What to work on –
Omit the pictures found among the records and print everything else exactly as it stands.

____

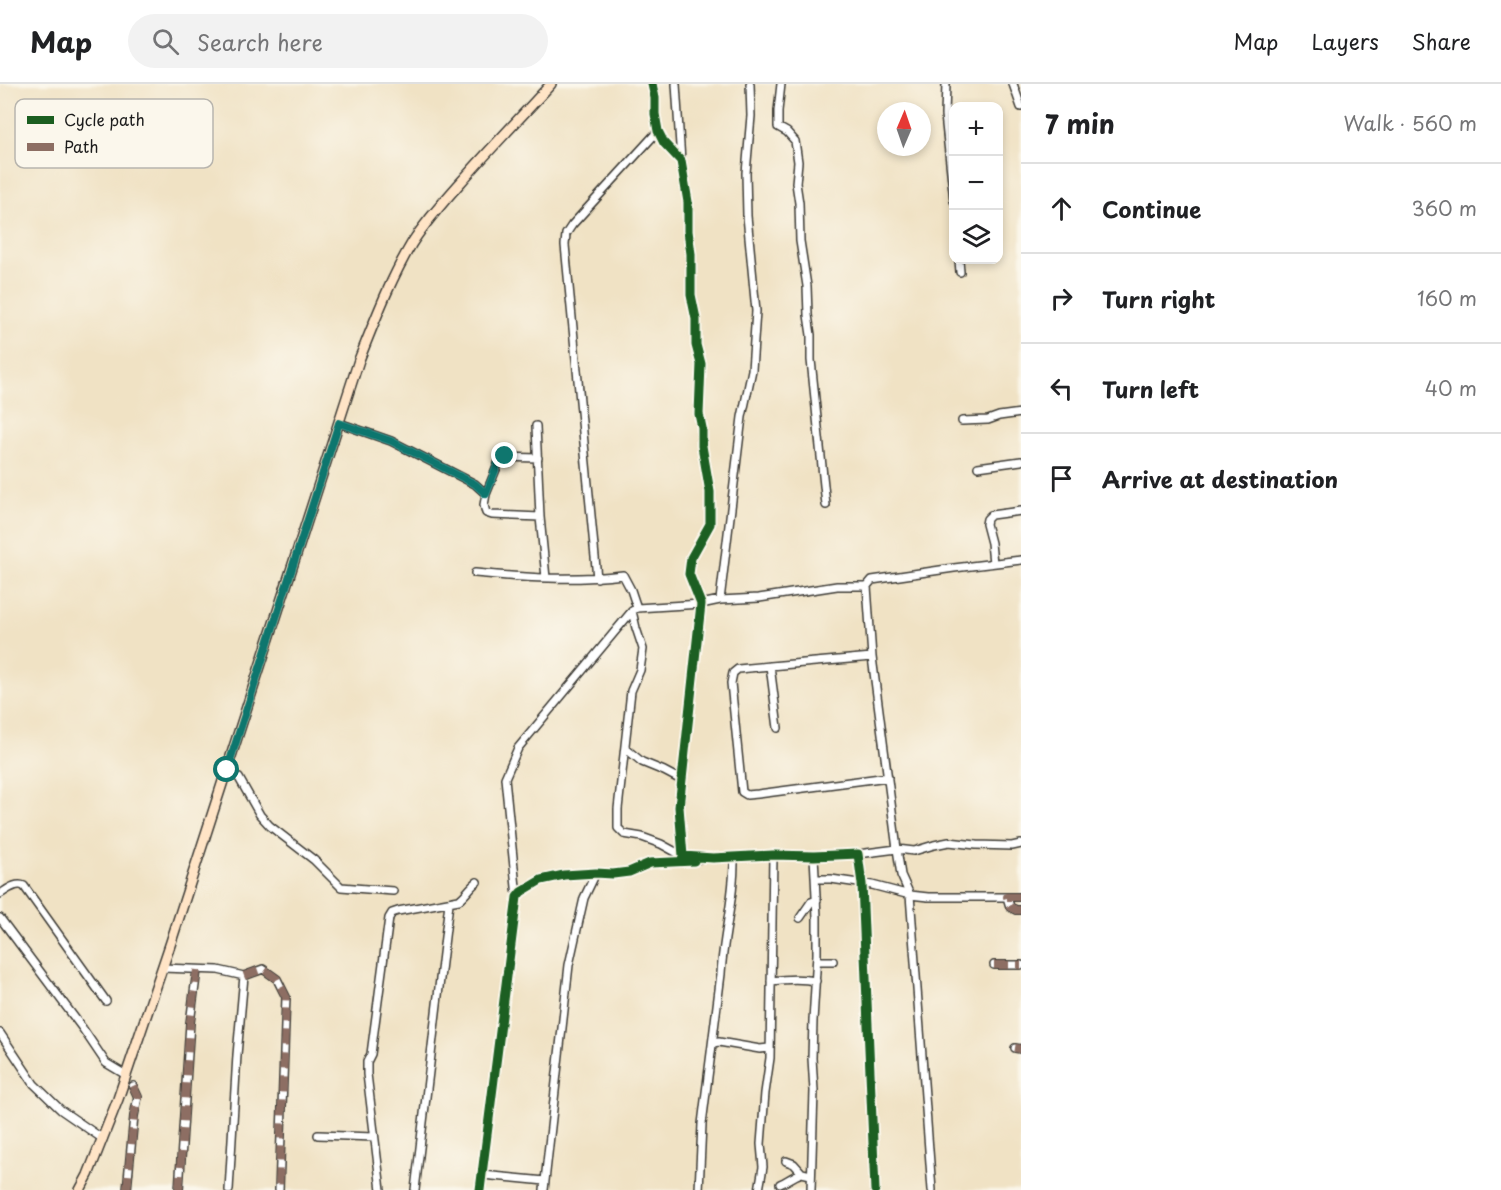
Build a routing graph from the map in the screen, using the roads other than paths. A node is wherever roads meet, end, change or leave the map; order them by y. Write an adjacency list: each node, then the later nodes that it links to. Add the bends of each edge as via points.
1 (551, 84): 16 (main road, via 413,241 378,313)
2 (652, 84): 9 (street)
3 (676, 84): 11 (street)
4 (750, 84): 31 (street, via 747,216 756,311 752,370 742,417)
5 (781, 84): 22 (street, via 778,127 795,141 798,162 800,241)
6 (946, 84): 10 (street)
7 (1013, 84): 8 (street)
8 (1021, 107)
9 (658, 131): 11 (street); 29 (street, via 566,234)
10 (949, 156)
11 (681, 161): 32 (street, via 688,202 691,295 701,364 699,414 710,492 710,524 691,558 689,574)
12 (959, 264): 13 (street)
13 (960, 272)
14 (1021, 413): 15 (street)
15 (962, 421)
16 (339, 423): 21 (street, via 391,441 475,484); 38 (main road)
17 (536, 426): 18 (street)
18 (538, 458): 21 (street, via 501,457); 24 (street)
19 (1021, 461): 20 (street)
20 (978, 467)
21 (486, 494): 24 (street, via 486,513)
22 (826, 506)
23 (1021, 511): 26 (street, via 987,519)
24 (540, 518): 28 (street)
25 (1021, 560): 26 (street)
26 (993, 563): 30 (street, via 872,580)
27 (475, 573): 28 (street)
28 (546, 578): 29 (street)
29 (597, 578): 33 (street, via 623,575 635,600)
30 (867, 586): 31 (street); 34 (street)
31 (720, 600): 32 (street)
32 (701, 604): 33 (street); 40 (street)
33 (634, 609): 37 (street, via 643,649 631,691); 56 (street, via 518,748 505,778)
34 (872, 657): 35 (street); 39 (street)
35 (770, 666): 36 (street); 39 (street, via 738,669 733,673 742,792 758,794)
36 (778, 729)
37 (625, 748): 40 (street, via 642,762); 45 (street, via 618,828 624,834 661,844)
38 (227, 770): 53 (street, via 239,778 270,826 341,887); 68 (main road)
39 (888, 777): 42 (street)
40 (681, 780): 45 (street)
41 (1021, 844): 42 (street, via 949,842 914,851)
42 (897, 849): 43 (street); 55 (street, via 901,875)
43 (858, 854): 46 (street); 52 (street)
44 (773, 855): 46 (street); 48 (street); 71 (street)
45 (683, 856): 47 (street)
46 (814, 856): 50 (street)
47 (705, 857): 48 (street); 49 (street, via 687,862 650,863 629,872)
48 (734, 857): 75 (street)
49 (596, 873): 56 (street, via 541,879); 86 (street, via 584,898 569,965)
50 (816, 879): 52 (street); 59 (street)
51 (477, 882): 60 (street, via 459,900)
52 (862, 884): 55 (street); 100 (street)
53 (393, 891)
54 (0, 894): 73 (street, via 16,885 24,886)
55 (910, 895): 57 (street); 101 (street)
56 (517, 897): 84 (street)
57 (1007, 897): 58 (street); 61 (street, via 1010,907)
58 (1021, 897)
59 (817, 900): 63 (street); 64 (street)
60 (449, 903): 80 (street, via 398,910 389,918 367,1062); 94 (street)
61 (1021, 910)
62 (0, 918): 77 (street, via 106,1063)
63 (800, 918)
64 (817, 961): 65 (street); 72 (street)
65 (833, 961)
66 (994, 965): 67 (street)
67 (1021, 965)
68 (162, 968): 69 (street); 77 (main road)
69 (197, 970): 70 (street); 90 (street)
70 (244, 976): 91 (street); 92 (street, via 263,969 277,979 286,997)
71 (771, 981): 72 (street); 76 (street)
72 (816, 981): 85 (street)
73 (106, 1001)
74 (0, 1033): 81 (street, via 34,1084 61,1110)
75 (713, 1043): 76 (street); 97 (street, via 702,1124)
76 (769, 1048): 98 (street)
77 (126, 1075): 81 (main road)
78 (134, 1086): 89 (street, via 138,1097)
79 (318, 1135): 80 (street)
80 (374, 1137): 93 (street)
81 (103, 1139): 88 (main road)
82 (786, 1161): 83 (street)
83 (802, 1173): 85 (street); 87 (street)
84 (482, 1175): 86 (street); 95 (street)
85 (812, 1175): 99 (street)
86 (545, 1181): 96 (street)
87 (780, 1184)
88 (80, 1190)
89 (127, 1190)
90 (179, 1190)
91 (229, 1190)
92 (279, 1190)
93 (381, 1190)
94 (415, 1190)
95 (480, 1190)
96 (544, 1190)
97 (699, 1190)
98 (759, 1190)
99 (812, 1190)
100 (875, 1190)
101 (932, 1190)

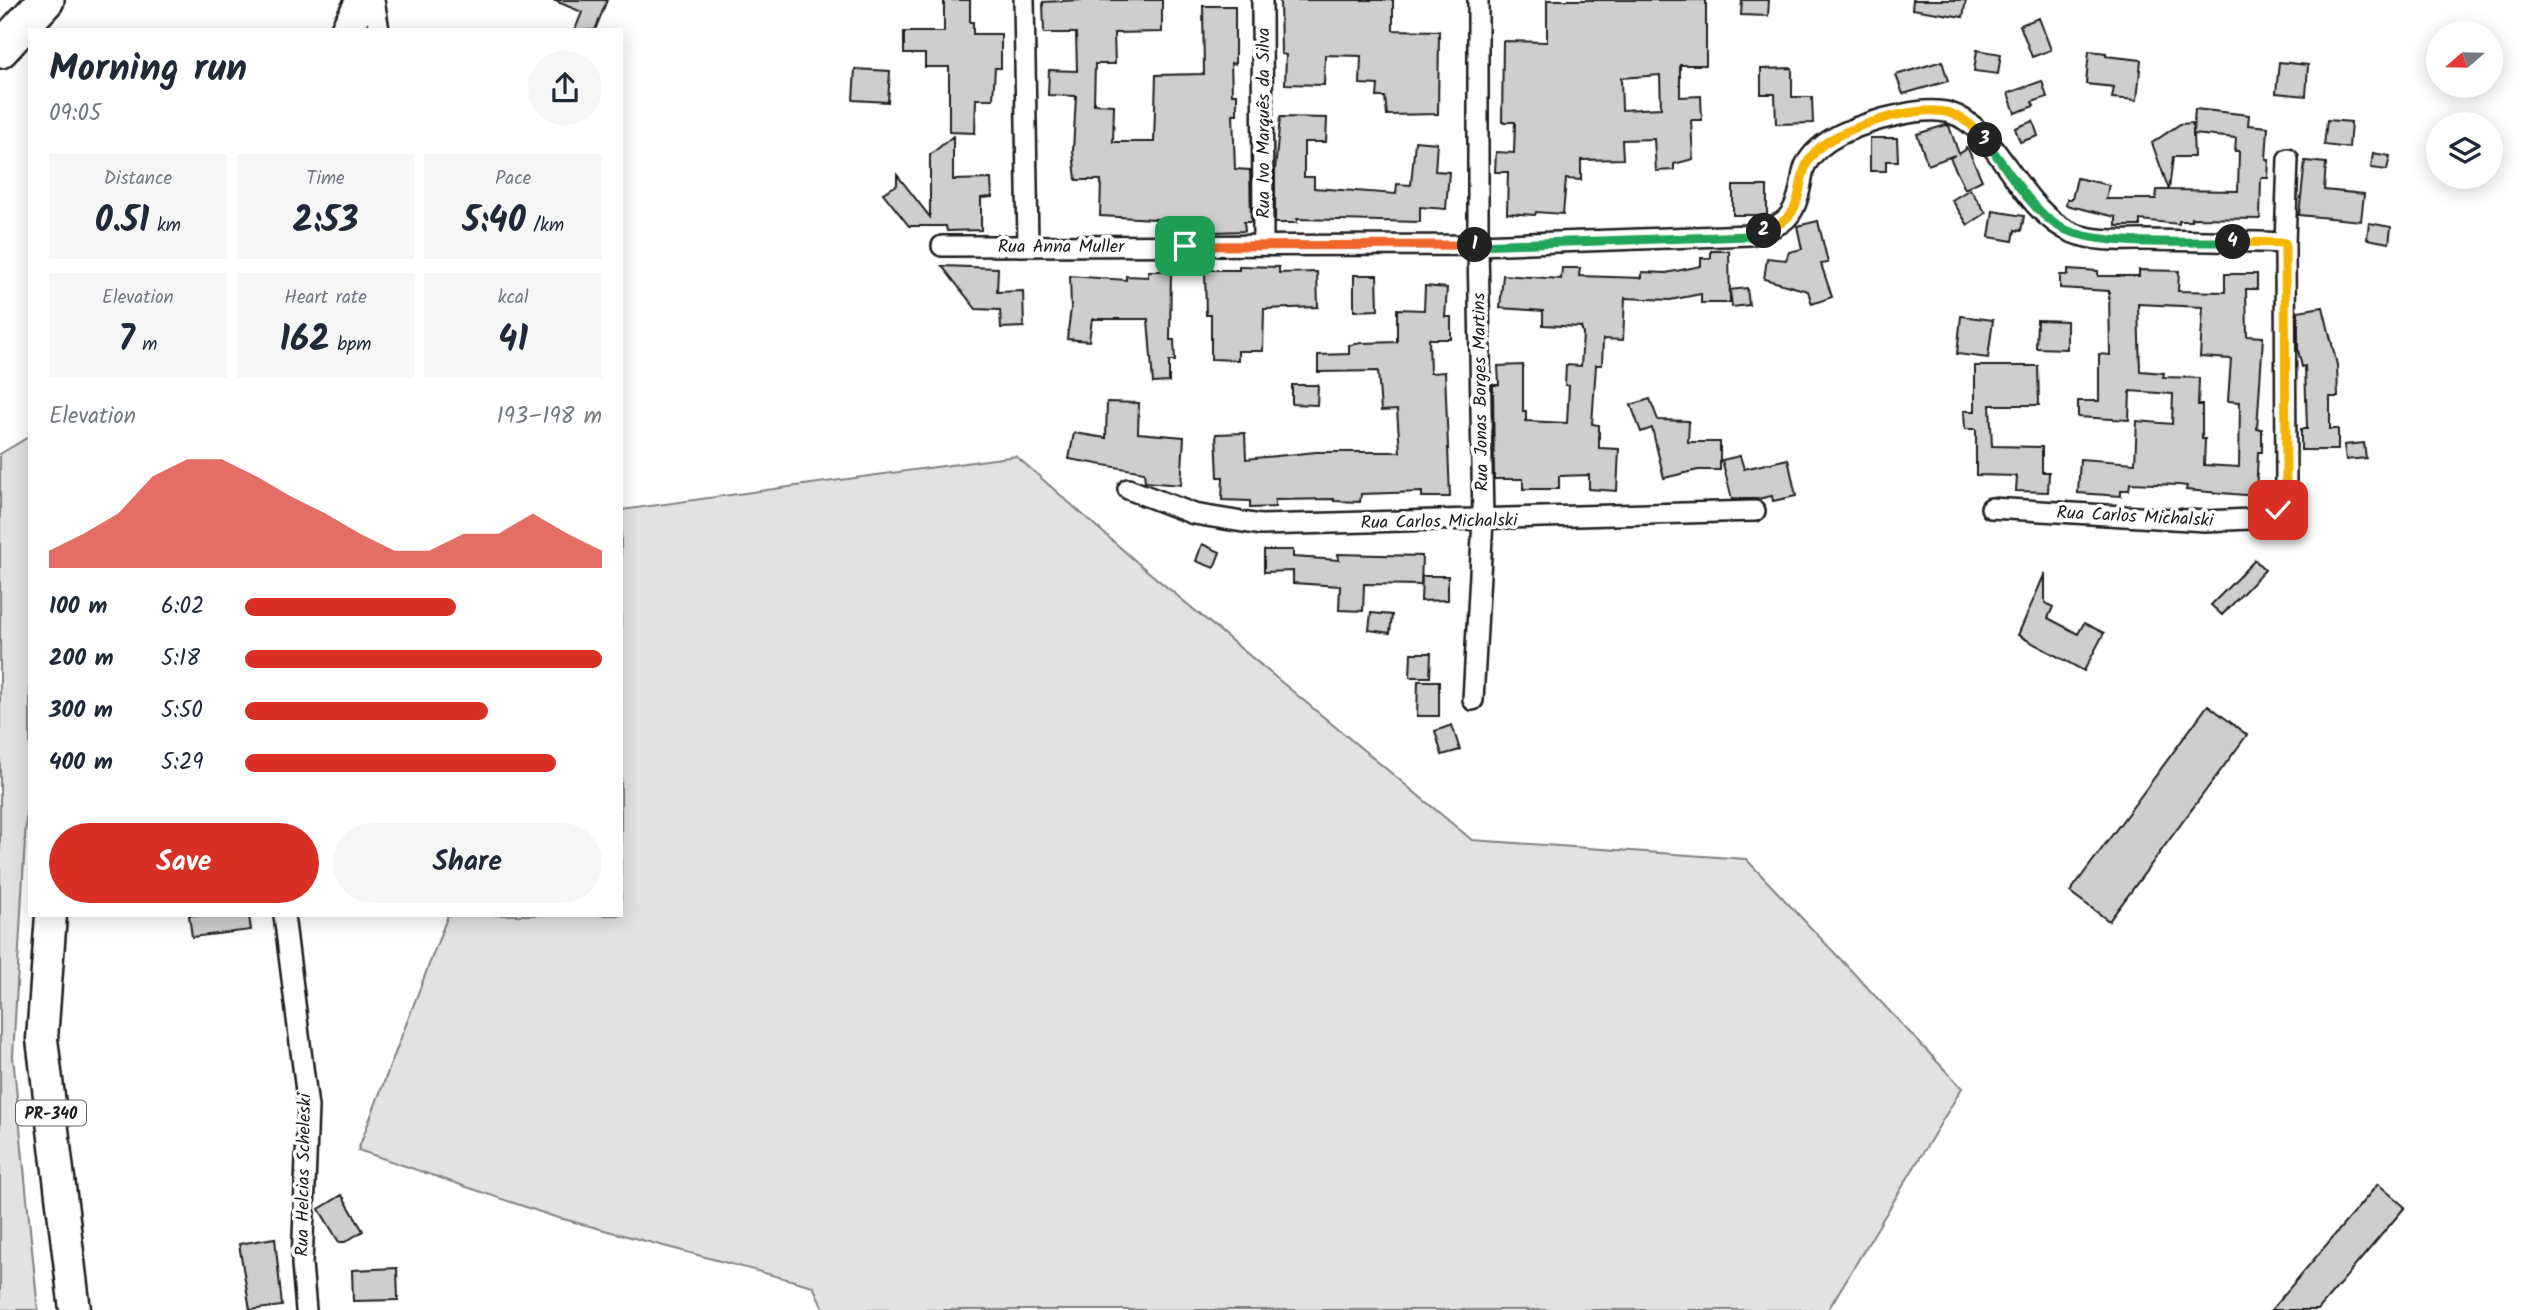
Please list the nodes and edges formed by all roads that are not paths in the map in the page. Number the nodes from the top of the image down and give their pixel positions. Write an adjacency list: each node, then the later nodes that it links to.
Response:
1 (46, 0): 9 (highway)
2 (362, 0): 7 (main road)
3 (374, 0): 8 (street)
4 (1024, 0): 14 (street)
5 (1262, 0): 15 (street, Rua Ivo Marquês da Silva)
6 (1478, 0): 12 (street, Rua Jonas Borges Martins)
7 (347, 28)
8 (379, 28)
9 (0, 50)
10 (2288, 159): 11 (street)
11 (2285, 243): 12 (street, Rua Anna Muller); 17 (street, Rua Carlos Michalski)
12 (1478, 245): 15 (street, Rua Anna Muller); 19 (street, Rua Jonas Borges Martins)
13 (942, 246): 14 (street, Rua Anna Muller)
14 (1028, 246): 15 (street, Rua Anna Muller)
15 (1263, 246)
16 (1128, 489): 19 (street, Rua Carlos Michalski)
17 (1991, 508)
18 (1755, 510): 19 (street, Rua Carlos Michalski)
19 (1483, 520): 20 (street, Rua Jonas Borges Martins)
20 (1473, 700)
21 (51, 917): 23 (main road, PR-340)
22 (284, 917): 24 (street, Rua Helcias Scheleski)
23 (75, 1310)
24 (306, 1310)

____

Answer to the exercise –
Build a routing graph from the map in the screen, using the roads other than paths. A node is wherever roads meet, end, change or leave the map; order them by y. Write an adjacency list: each node, then the later nodes that it links to. Add the bends of each edge as via points.
1 (551, 84): 16 (main road, via 413,241 378,313)
2 (652, 84): 9 (street)
3 (676, 84): 11 (street)
4 (750, 84): 31 (street, via 747,216 756,311 752,370 742,417)
5 (781, 84): 22 (street, via 778,127 795,141 798,162 800,241)
6 (946, 84): 10 (street)
7 (1013, 84): 8 (street)
8 (1021, 107)
9 (658, 131): 11 (street); 29 (street, via 566,234)
10 (949, 156)
11 (681, 161): 32 (street, via 688,202 691,295 701,364 699,414 710,492 710,524 691,558 689,574)
12 (959, 264): 13 (street)
13 (960, 272)
14 (1021, 413): 15 (street)
15 (962, 421)
16 (339, 423): 21 (street, via 391,441 475,484); 38 (main road)
17 (536, 426): 18 (street)
18 (538, 458): 21 (street, via 501,457); 24 (street)
19 (1021, 461): 20 (street)
20 (978, 467)
21 (486, 494): 24 (street, via 486,513)
22 (826, 506)
23 (1021, 511): 26 (street, via 987,519)
24 (540, 518): 28 (street)
25 (1021, 560): 26 (street)
26 (993, 563): 30 (street, via 872,580)
27 (475, 573): 28 (street)
28 (546, 578): 29 (street)
29 (597, 578): 33 (street, via 623,575 635,600)
30 (867, 586): 31 (street); 34 (street)
31 (720, 600): 32 (street)
32 (701, 604): 33 (street); 40 (street)
33 (634, 609): 37 (street, via 643,649 631,691); 56 (street, via 518,748 505,778)
34 (872, 657): 35 (street); 39 (street)
35 (770, 666): 36 (street); 39 (street, via 738,669 733,673 742,792 758,794)
36 (778, 729)
37 (625, 748): 40 (street, via 642,762); 45 (street, via 618,828 624,834 661,844)
38 (227, 770): 53 (street, via 239,778 270,826 341,887); 68 (main road)
39 (888, 777): 42 (street)
40 (681, 780): 45 (street)
41 (1021, 844): 42 (street, via 949,842 914,851)
42 (897, 849): 43 (street); 55 (street, via 901,875)
43 (858, 854): 46 (street); 52 (street)
44 (773, 855): 46 (street); 48 (street); 71 (street)
45 (683, 856): 47 (street)
46 (814, 856): 50 (street)
47 (705, 857): 48 (street); 49 (street, via 687,862 650,863 629,872)
48 (734, 857): 75 (street)
49 (596, 873): 56 (street, via 541,879); 86 (street, via 584,898 569,965)
50 (816, 879): 52 (street); 59 (street)
51 (477, 882): 60 (street, via 459,900)
52 (862, 884): 55 (street); 100 (street)
53 (393, 891)
54 (0, 894): 73 (street, via 16,885 24,886)
55 (910, 895): 57 (street); 101 (street)
56 (517, 897): 84 (street)
57 (1007, 897): 58 (street); 61 (street, via 1010,907)
58 (1021, 897)
59 (817, 900): 63 (street); 64 (street)
60 (449, 903): 80 (street, via 398,910 389,918 367,1062); 94 (street)
61 (1021, 910)
62 (0, 918): 77 (street, via 106,1063)
63 (800, 918)
64 (817, 961): 65 (street); 72 (street)
65 (833, 961)
66 (994, 965): 67 (street)
67 (1021, 965)
68 (162, 968): 69 (street); 77 (main road)
69 (197, 970): 70 (street); 90 (street)
70 (244, 976): 91 (street); 92 (street, via 263,969 277,979 286,997)
71 (771, 981): 72 (street); 76 (street)
72 (816, 981): 85 (street)
73 (106, 1001)
74 (0, 1033): 81 (street, via 34,1084 61,1110)
75 (713, 1043): 76 (street); 97 (street, via 702,1124)
76 (769, 1048): 98 (street)
77 (126, 1075): 81 (main road)
78 (134, 1086): 89 (street, via 138,1097)
79 (318, 1135): 80 (street)
80 (374, 1137): 93 (street)
81 (103, 1139): 88 (main road)
82 (786, 1161): 83 (street)
83 (802, 1173): 85 (street); 87 (street)
84 (482, 1175): 86 (street); 95 (street)
85 (812, 1175): 99 (street)
86 (545, 1181): 96 (street)
87 (780, 1184)
88 (80, 1190)
89 (127, 1190)
90 (179, 1190)
91 (229, 1190)
92 (279, 1190)
93 (381, 1190)
94 (415, 1190)
95 (480, 1190)
96 (544, 1190)
97 (699, 1190)
98 (759, 1190)
99 (812, 1190)
100 (875, 1190)
101 (932, 1190)

Please list the nodes and edges formed by all roads that are not paths in the map in the page. Number the nodes from the top of the image down and give their pixel positions. Write an adjacency list: each node, then the later nodes that it links to.
Response:
1 (46, 0): 9 (highway)
2 (362, 0): 7 (main road)
3 (374, 0): 8 (street)
4 (1024, 0): 14 (street)
5 (1262, 0): 15 (street, Rua Ivo Marquês da Silva)
6 (1478, 0): 12 (street, Rua Jonas Borges Martins)
7 (347, 28)
8 (379, 28)
9 (0, 50)
10 (2288, 159): 11 (street)
11 (2285, 243): 12 (street, Rua Anna Muller); 17 (street, Rua Carlos Michalski)
12 (1478, 245): 15 (street, Rua Anna Muller); 19 (street, Rua Jonas Borges Martins)
13 (942, 246): 14 (street, Rua Anna Muller)
14 (1028, 246): 15 (street, Rua Anna Muller)
15 (1263, 246)
16 (1128, 489): 19 (street, Rua Carlos Michalski)
17 (1991, 508)
18 (1755, 510): 19 (street, Rua Carlos Michalski)
19 (1483, 520): 20 (street, Rua Jonas Borges Martins)
20 (1473, 700)
21 (51, 917): 23 (main road, PR-340)
22 (284, 917): 24 (street, Rua Helcias Scheleski)
23 (75, 1310)
24 (306, 1310)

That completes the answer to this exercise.